[[ SUPPLIED RECORDS, beginning ]]
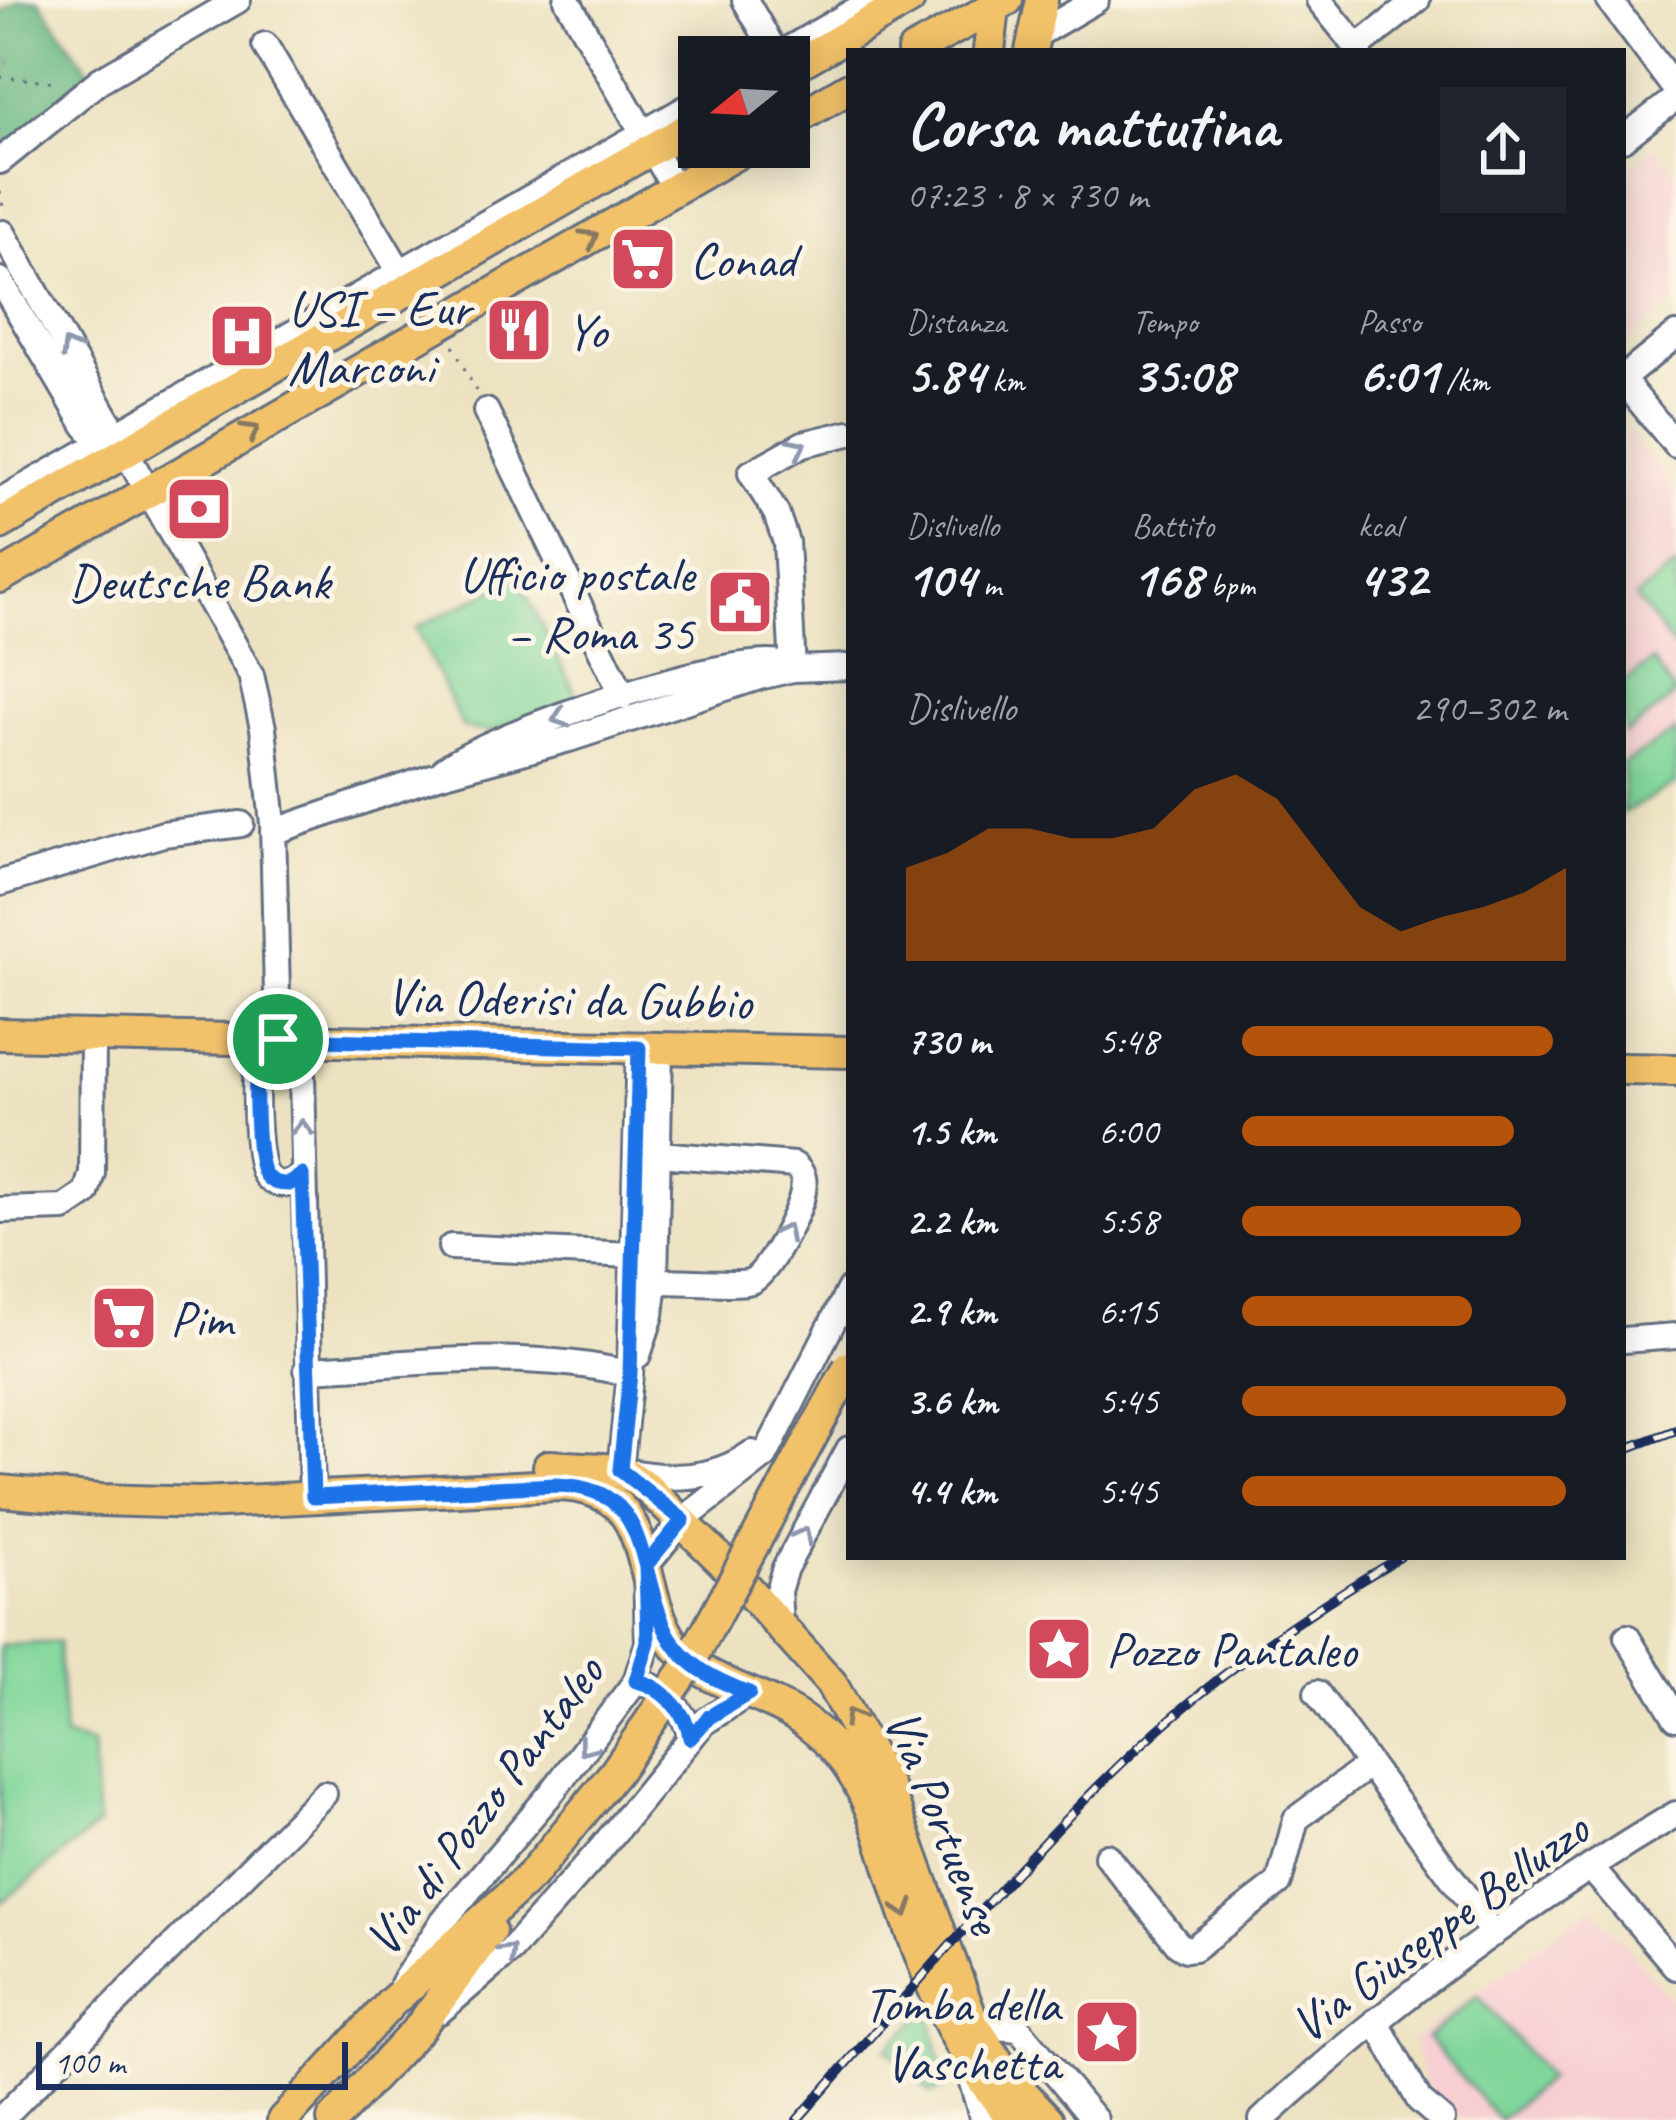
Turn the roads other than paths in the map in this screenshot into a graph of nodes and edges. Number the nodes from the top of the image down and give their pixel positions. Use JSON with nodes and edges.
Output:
{"nodes":[{"id":1,"x":238,"y":0,"type":"edge"},
{"id":2,"x":567,"y":0,"type":"edge"},
{"id":3,"x":745,"y":0,"type":"edge"},
{"id":4,"x":873,"y":0,"type":"edge"},
{"id":5,"x":909,"y":0,"type":"edge"},
{"id":6,"x":1042,"y":0,"type":"edge"},
{"id":7,"x":1096,"y":0,"type":"edge"},
{"id":8,"x":1319,"y":0,"type":"edge"},
{"id":9,"x":1417,"y":0,"type":"edge"},
{"id":10,"x":1609,"y":0,"type":"edge"},
{"id":11,"x":998,"y":3,"type":"edge"},
{"id":12,"x":765,"y":36,"type":"edge"},
{"id":13,"x":810,"y":37,"type":"edge"},
{"id":14,"x":1032,"y":44,"type":"edge"},
{"id":15,"x":265,"y":45,"type":"dead end"},
{"id":16,"x":920,"y":48,"type":"edge"},
{"id":17,"x":990,"y":48,"type":"edge"},
{"id":18,"x":1356,"y":48,"type":"edge"},
{"id":19,"x":1360,"y":48,"type":"edge"},
{"id":20,"x":141,"y":56,"type":"junction"},
{"id":21,"x":810,"y":57,"type":"edge"},
{"id":22,"x":154,"y":80,"type":"dead end"},
{"id":23,"x":846,"y":90,"type":"edge"},
{"id":24,"x":1673,"y":106,"type":"edge"},
{"id":25,"x":810,"y":111,"type":"edge"},
{"id":26,"x":678,"y":118,"type":"edge"},
{"id":27,"x":678,"y":130,"type":"edge"},
{"id":28,"x":1626,"y":137,"type":"edge"},
{"id":29,"x":649,"y":141,"type":"junction"},
{"id":30,"x":0,"y":161,"type":"edge"},
{"id":31,"x":712,"y":168,"type":"edge"},
{"id":32,"x":675,"y":189,"type":"junction"},
{"id":33,"x":0,"y":235,"type":"edge"},
{"id":34,"x":0,"y":280,"type":"edge"},
{"id":35,"x":405,"y":280,"type":"junction"},
{"id":36,"x":1676,"y":335,"type":"edge"},
{"id":37,"x":1626,"y":377,"type":"edge"},
{"id":38,"x":1626,"y":384,"type":"edge"},
{"id":39,"x":482,"y":404,"type":"road end"},
{"id":40,"x":846,"y":434,"type":"edge"},
{"id":41,"x":115,"y":442,"type":"junction"},
{"id":42,"x":1676,"y":446,"type":"edge"},
{"id":43,"x":149,"y":490,"type":"junction"},
{"id":44,"x":0,"y":501,"type":"edge"},
{"id":45,"x":0,"y":524,"type":"edge"},
{"id":46,"x":0,"y":577,"type":"edge"},
{"id":47,"x":846,"y":667,"type":"edge"},
{"id":48,"x":793,"y":669,"type":"junction"},
{"id":49,"x":623,"y":696,"type":"junction"},
{"id":50,"x":438,"y":775,"type":"junction"},
{"id":51,"x":232,"y":825,"type":"dead end"},
{"id":52,"x":273,"y":832,"type":"junction"},
{"id":53,"x":0,"y":883,"type":"edge"},
{"id":54,"x":0,"y":1034,"type":"edge"},
{"id":55,"x":93,"y":1036,"type":"junction"},
{"id":56,"x":278,"y":1039,"type":"junction"},
{"id":57,"x":650,"y":1048,"type":"junction"},
{"id":58,"x":846,"y":1052,"type":"edge"},
{"id":59,"x":1626,"y":1069,"type":"edge"},
{"id":60,"x":1676,"y":1070,"type":"edge"},
{"id":61,"x":659,"y":1154,"type":"junction"},
{"id":62,"x":302,"y":1175,"type":"junction"},
{"id":63,"x":0,"y":1210,"type":"edge"},
{"id":64,"x":451,"y":1247,"type":"dead end"},
{"id":65,"x":634,"y":1255,"type":"junction"},
{"id":66,"x":655,"y":1281,"type":"junction"},
{"id":67,"x":846,"y":1296,"type":"edge"},
{"id":68,"x":1676,"y":1336,"type":"edge"},
{"id":69,"x":1626,"y":1340,"type":"edge"},
{"id":70,"x":307,"y":1369,"type":"junction"},
{"id":71,"x":846,"y":1373,"type":"edge"},
{"id":72,"x":630,"y":1374,"type":"junction"},
{"id":73,"x":778,"y":1430,"type":"junction"},
{"id":74,"x":846,"y":1455,"type":"edge"},
{"id":75,"x":620,"y":1470,"type":"junction"},
{"id":76,"x":414,"y":1490,"type":"junction"},
{"id":77,"x":0,"y":1491,"type":"edge"},
{"id":78,"x":313,"y":1497,"type":"junction"},
{"id":79,"x":683,"y":1520,"type":"junction"},
{"id":80,"x":646,"y":1565,"type":"junction"},
{"id":81,"x":780,"y":1626,"type":"junction"},
{"id":82,"x":1627,"y":1637,"type":"dead end"},
{"id":83,"x":636,"y":1681,"type":"junction"},
{"id":84,"x":749,"y":1693,"type":"junction"},
{"id":85,"x":1317,"y":1694,"type":"dead end"},
{"id":86,"x":1676,"y":1718,"type":"edge"},
{"id":87,"x":690,"y":1738,"type":"junction"},
{"id":88,"x":1369,"y":1765,"type":"junction"},
{"id":89,"x":324,"y":1794,"type":"dead end"},
{"id":90,"x":1676,"y":1814,"type":"edge"},
{"id":91,"x":1107,"y":1856,"type":"dead end"},
{"id":92,"x":1590,"y":1867,"type":"junction"},
{"id":93,"x":531,"y":1876,"type":"junction"},
{"id":94,"x":1493,"y":1934,"type":"junction"},
{"id":95,"x":1676,"y":1966,"type":"edge"},
{"id":96,"x":392,"y":2002,"type":"junction"},
{"id":97,"x":1376,"y":2021,"type":"junction"},
{"id":98,"x":419,"y":2028,"type":"junction"},
{"id":99,"x":969,"y":2039,"type":"junction"},
{"id":100,"x":8,"y":2112,"type":"edge"},
{"id":101,"x":283,"y":2120,"type":"edge"},
{"id":102,"x":333,"y":2120,"type":"edge"},
{"id":103,"x":983,"y":2120,"type":"edge"},
{"id":104,"x":1014,"y":2120,"type":"edge"},
{"id":105,"x":1048,"y":2120,"type":"edge"},
{"id":106,"x":1095,"y":2120,"type":"edge"},
{"id":107,"x":1262,"y":2120,"type":"edge"},
{"id":108,"x":1442,"y":2120,"type":"edge"}],
"edges":[{"from":1,"to":20,"type":"street"},
{"from":2,"to":29,"type":"street"},
{"from":3,"to":12,"type":"street"},
{"from":4,"to":13,"type":"street"},
{"from":5,"to":21,"type":"main road"},
{"from":6,"to":14,"type":"main road"},
{"from":7,"to":14,"type":"street"},
{"from":8,"to":18,"type":"street"},
{"from":9,"to":19,"type":"street"},
{"from":10,"to":24,"type":"street"},
{"from":11,"to":16,"type":"main road"},
{"from":11,"to":17,"type":"main road"},
{"from":15,"to":35,"type":"street"},
{"from":20,"to":22,"type":"street"},
{"from":20,"to":30,"type":"street"},
{"from":23,"to":25,"type":"main road"},
{"from":24,"to":28,"type":"street"},
{"from":26,"to":29,"type":"street"},
{"from":27,"to":29,"type":"main road"},
{"from":29,"to":32,"type":"street"},
{"from":29,"to":35,"type":"main road"},
{"from":31,"to":32,"type":"main road"},
{"from":43,"to":32,"type":"main road","one_way":true},
{"from":41,"to":33,"type":"street","one_way":true},
{"from":34,"to":41,"type":"street"},
{"from":35,"to":41,"type":"main road"},
{"from":36,"to":37,"type":"street"},
{"from":38,"to":42,"type":"street"},
{"from":39,"to":49,"type":"street"},
{"from":48,"to":40,"type":"street","one_way":true},
{"from":41,"to":43,"type":"street"},
{"from":41,"to":44,"type":"street"},
{"from":41,"to":45,"type":"main road"},
{"from":43,"to":46,"type":"main road"},
{"from":43,"to":52,"type":"street"},
{"from":47,"to":48,"type":"street"},
{"from":48,"to":49,"type":"street"},
{"from":48,"to":50,"type":"street"},
{"from":49,"to":50,"type":"street","one_way":true},
{"from":50,"to":52,"type":"street"},
{"from":51,"to":53,"type":"street"},
{"from":52,"to":56,"type":"street"},
{"from":54,"to":55,"type":"main road","name":"Via Oderisi da Gubbio"},
{"from":55,"to":56,"type":"main road","name":"Via Oderisi da Gubbio"},
{"from":55,"to":63,"type":"street"},
{"from":56,"to":57,"type":"main road","name":"Via Oderisi da Gubbio"},
{"from":62,"to":56,"type":"street","one_way":true},
{"from":56,"to":62,"type":"street"},
{"from":57,"to":58,"type":"main road","name":"Via Oderisi da Gubbio"},
{"from":57,"to":61,"type":"street"},
{"from":57,"to":65,"type":"street"},
{"from":59,"to":60,"type":"main road"},
{"from":61,"to":66,"type":"street"},
{"from":66,"to":61,"type":"street","one_way":true},
{"from":62,"to":70,"type":"street"},
{"from":64,"to":65,"type":"street"},
{"from":65,"to":72,"type":"street"},
{"from":66,"to":72,"type":"street"},
{"from":67,"to":73,"type":"street"},
{"from":68,"to":69,"type":"street"},
{"from":70,"to":72,"type":"street"},
{"from":70,"to":78,"type":"street"},
{"from":71,"to":93,"type":"main road","bridge":true},
{"from":72,"to":75,"type":"street"},
{"from":73,"to":75,"type":"street"},
{"from":73,"to":79,"type":"street"},
{"from":81,"to":74,"type":"street","one_way":true},
{"from":75,"to":76,"type":"main road","name":"Via Portuense"},
{"from":75,"to":79,"type":"main road","name":"Via Portuense"},
{"from":76,"to":78,"type":"main road","name":"Via Portuense"},
{"from":76,"to":80,"type":"main road","name":"Via Portuense"},
{"from":77,"to":78,"type":"main road","name":"Via Portuense"},
{"from":79,"to":80,"type":"street"},
{"from":79,"to":81,"type":"main road","name":"Via Portuense"},
{"from":80,"to":83,"type":"street","name":"Via di Pozzo Pantaleo"},
{"from":80,"to":84,"type":"main road","name":"Via Portuense"},
{"from":99,"to":81,"type":"main road","name":"Via Portuense","one_way":true},
{"from":82,"to":86,"type":"street"},
{"from":83,"to":87,"type":"street"},
{"from":83,"to":96,"type":"street","name":"Via di Pozzo Pantaleo","one_way":true},
{"from":84,"to":87,"type":"street"},
{"from":84,"to":99,"type":"main road","name":"Via Portuense","one_way":true},
{"from":85,"to":88,"type":"street"},
{"from":98,"to":87,"type":"street","one_way":true},
{"from":88,"to":91,"type":"street"},
{"from":88,"to":94,"type":"street"},
{"from":89,"to":100,"type":"street"},
{"from":90,"to":92,"type":"street","name":"Via Giuseppe Belluzzo"},
{"from":92,"to":94,"type":"street","name":"Via Giuseppe Belluzzo"},
{"from":92,"to":95,"type":"street"},
{"from":93,"to":96,"type":"main road"},
{"from":93,"to":98,"type":"main road"},
{"from":94,"to":97,"type":"street","name":"Via Giuseppe Belluzzo"},
{"from":96,"to":101,"type":"main road"},
{"from":97,"to":107,"type":"street","name":"Via Giuseppe Belluzzo"},
{"from":97,"to":108,"type":"street"},
{"from":98,"to":102,"type":"main road"},
{"from":99,"to":103,"type":"street"},
{"from":99,"to":104,"type":"main road","name":"Via Portuense"},
{"from":99,"to":105,"type":"main road","name":"Via Portuense"},
{"from":99,"to":106,"type":"street"}]}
[[ SUPPLIED RECORDS, end ]]
EXERCISE OBJECTIVE: Tally the lines above that contain the string "Pantaleo". Respond with the total alone.

RESULT: 2